Note each line in the data holding the string "dead" and report it.

Supplied entries:
========================================

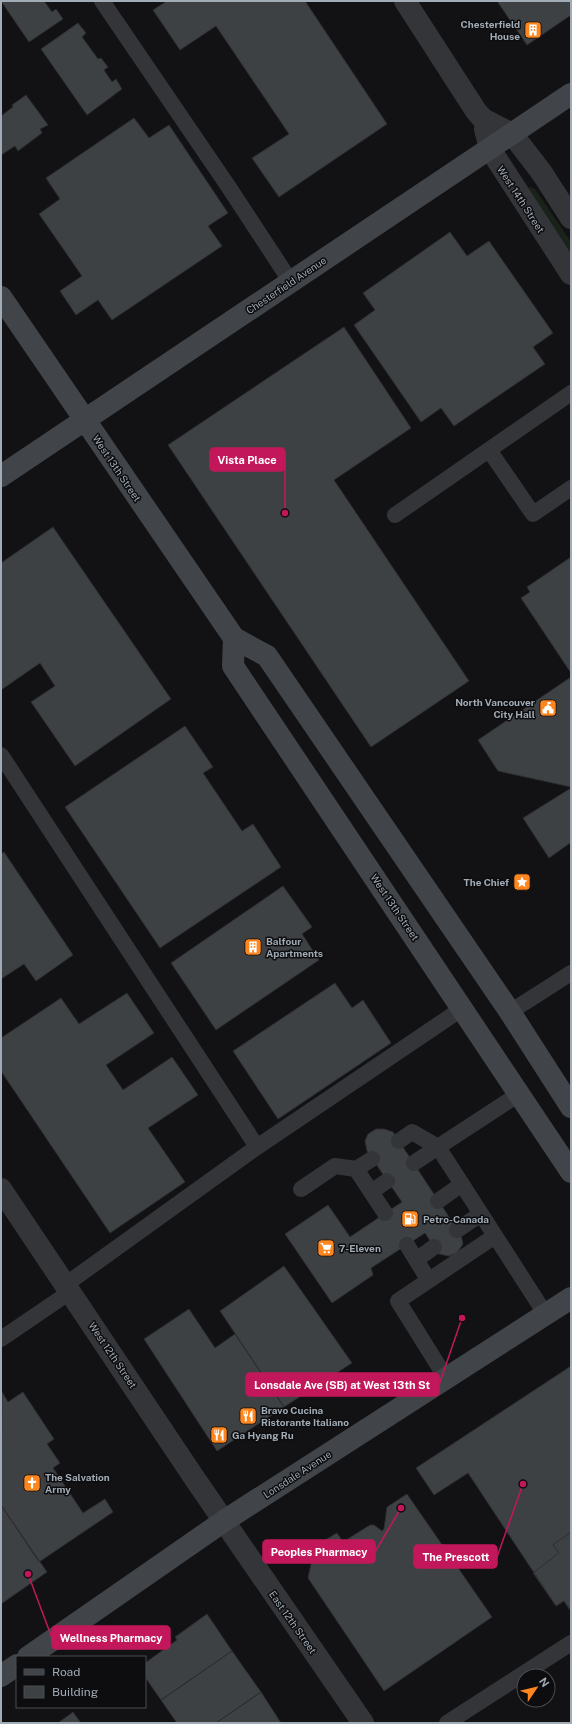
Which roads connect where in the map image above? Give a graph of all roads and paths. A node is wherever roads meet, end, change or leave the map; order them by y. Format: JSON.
{"nodes":[{"id":1,"x":102,"y":1,"type":"edge"},
{"id":2,"x":405,"y":1,"type":"edge"},
{"id":3,"x":571,"y":94,"type":"edge"},
{"id":4,"x":483,"y":119,"type":"junction"},
{"id":5,"x":512,"y":134,"type":"junction"},
{"id":6,"x":490,"y":149,"type":"junction"},
{"id":7,"x":571,"y":218,"type":"edge"},
{"id":8,"x":571,"y":274,"type":"edge"},
{"id":9,"x":291,"y":282,"type":"junction"},
{"id":10,"x":1,"y":296,"type":"edge"},
{"id":11,"x":570,"y":397,"type":"edge"},
{"id":12,"x":85,"y":420,"type":"junction"},
{"id":13,"x":489,"y":450,"type":"junction"},
{"id":14,"x":1,"y":476,"type":"edge"},
{"id":15,"x":571,"y":488,"type":"edge"},
{"id":16,"x":394,"y":515,"type":"dead end"},
{"id":17,"x":234,"y":638,"type":"junction"},
{"id":18,"x":1,"y":755,"type":"edge"},
{"id":19,"x":571,"y":973,"type":"edge"},
{"id":20,"x":463,"y":1008,"type":"junction"},
{"id":21,"x":510,"y":1012,"type":"junction"},
{"id":22,"x":520,"y":1094,"type":"junction"},
{"id":23,"x":571,"y":1107,"type":"edge"},
{"id":24,"x":399,"y":1141,"type":"dead end"},
{"id":25,"x":257,"y":1146,"type":"junction"},
{"id":26,"x":438,"y":1147,"type":"junction"},
{"id":27,"x":372,"y":1159,"type":"dead end"},
{"id":28,"x":414,"y":1163,"type":"dead end"},
{"id":29,"x":356,"y":1169,"type":"junction"},
{"id":30,"x":571,"y":1172,"type":"edge"},
{"id":31,"x":387,"y":1181,"type":"dead end"},
{"id":32,"x":462,"y":1184,"type":"junction"},
{"id":33,"x":1,"y":1189,"type":"edge"},
{"id":34,"x":302,"y":1189,"type":"dead end"},
{"id":35,"x":371,"y":1192,"type":"junction"},
{"id":36,"x":438,"y":1200,"type":"dead end"},
{"id":37,"x":385,"y":1213,"type":"dead end"},
{"id":38,"x":481,"y":1214,"type":"junction"},
{"id":39,"x":458,"y":1230,"type":"dead end"},
{"id":40,"x":495,"y":1236,"type":"junction"},
{"id":41,"x":407,"y":1245,"type":"dead end"},
{"id":42,"x":434,"y":1247,"type":"dead end"},
{"id":43,"x":416,"y":1260,"type":"junction"},
{"id":44,"x":428,"y":1279,"type":"junction"},
{"id":45,"x":68,"y":1289,"type":"junction"},
{"id":46,"x":571,"y":1298,"type":"edge"},
{"id":47,"x":546,"y":1315,"type":"junction"},
{"id":48,"x":1,"y":1339,"type":"edge"},
{"id":49,"x":446,"y":1378,"type":"junction"},
{"id":50,"x":224,"y":1521,"type":"junction"},
{"id":51,"x":571,"y":1643,"type":"edge"},
{"id":52,"x":29,"y":1656,"type":"edge"},
{"id":53,"x":16,"y":1666,"type":"edge"},
{"id":54,"x":1,"y":1676,"type":"edge"},
{"id":55,"x":363,"y":1723,"type":"edge"},
{"id":56,"x":447,"y":1723,"type":"edge"}],
"edges":[{"from":1,"to":9,"type":"lane"},
{"from":2,"to":4,"type":"street","name":"West 14th Street"},
{"from":3,"to":5,"type":"main road","name":"Chesterfield Avenue"},
{"from":4,"to":5,"type":"street","name":"West 14th Street"},
{"from":4,"to":6,"type":"street","name":"West 14th Street"},
{"from":5,"to":6,"type":"main road","name":"Chesterfield Avenue"},
{"from":5,"to":7,"type":"street","name":"West 14th Street"},
{"from":6,"to":8,"type":"street","name":"West 14th Street"},
{"from":6,"to":9,"type":"main road","name":"Chesterfield Avenue"},
{"from":9,"to":12,"type":"main road","name":"Chesterfield Avenue"},
{"from":10,"to":12,"type":"main road","name":"West 13th Street"},
{"from":11,"to":13,"type":"lane"},
{"from":12,"to":14,"type":"main road","name":"Chesterfield Avenue"},
{"from":12,"to":17,"type":"main road","name":"West 13th Street"},
{"from":13,"to":15,"type":"lane"},
{"from":13,"to":16,"type":"lane"},
{"from":17,"to":20,"type":"main road","name":"West 13th Street"},
{"from":17,"to":21,"type":"main road","name":"West 13th Street"},
{"from":18,"to":25,"type":"lane"},
{"from":19,"to":21,"type":"lane"},
{"from":20,"to":22,"type":"main road","name":"West 13th Street"},
{"from":20,"to":25,"type":"lane"},
{"from":21,"to":23,"type":"main road","name":"West 13th Street"},
{"from":22,"to":26,"type":"lane"},
{"from":22,"to":30,"type":"main road","name":"West 13th Street"},
{"from":24,"to":26,"type":"lane"},
{"from":25,"to":45,"type":"lane"},
{"from":26,"to":28,"type":"lane"},
{"from":26,"to":32,"type":"lane"},
{"from":27,"to":29,"type":"lane"},
{"from":29,"to":34,"type":"lane"},
{"from":29,"to":35,"type":"lane"},
{"from":31,"to":35,"type":"lane"},
{"from":32,"to":36,"type":"lane"},
{"from":32,"to":38,"type":"lane"},
{"from":33,"to":45,"type":"street","name":"West 12th Street"},
{"from":35,"to":37,"type":"lane"},
{"from":38,"to":39,"type":"lane"},
{"from":38,"to":40,"type":"lane"},
{"from":40,"to":44,"type":"lane"},
{"from":40,"to":47,"type":"lane"},
{"from":41,"to":43,"type":"lane"},
{"from":42,"to":43,"type":"lane"},
{"from":43,"to":44,"type":"lane"},
{"from":44,"to":49,"type":"lane"},
{"from":45,"to":48,"type":"lane"},
{"from":45,"to":50,"type":"street","name":"West 12th Street"},
{"from":46,"to":47,"type":"main road","name":"Lonsdale Avenue"},
{"from":47,"to":49,"type":"main road","name":"Lonsdale Avenue"},
{"from":49,"to":50,"type":"main road","name":"Lonsdale Avenue"},
{"from":50,"to":52,"type":"main road","name":"Lonsdale Avenue"},
{"from":50,"to":55,"type":"street","name":"East 12th Street"},
{"from":51,"to":56,"type":"lane"},
{"from":53,"to":54,"type":"main road"}]}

========================================

Solution to this task:
{"id":16,"x":394,"y":515,"type":"dead end"},
{"id":24,"x":399,"y":1141,"type":"dead end"},
{"id":27,"x":372,"y":1159,"type":"dead end"},
{"id":28,"x":414,"y":1163,"type":"dead end"},
{"id":31,"x":387,"y":1181,"type":"dead end"},
{"id":34,"x":302,"y":1189,"type":"dead end"},
{"id":36,"x":438,"y":1200,"type":"dead end"},
{"id":37,"x":385,"y":1213,"type":"dead end"},
{"id":39,"x":458,"y":1230,"type":"dead end"},
{"id":41,"x":407,"y":1245,"type":"dead end"},
{"id":42,"x":434,"y":1247,"type":"dead end"},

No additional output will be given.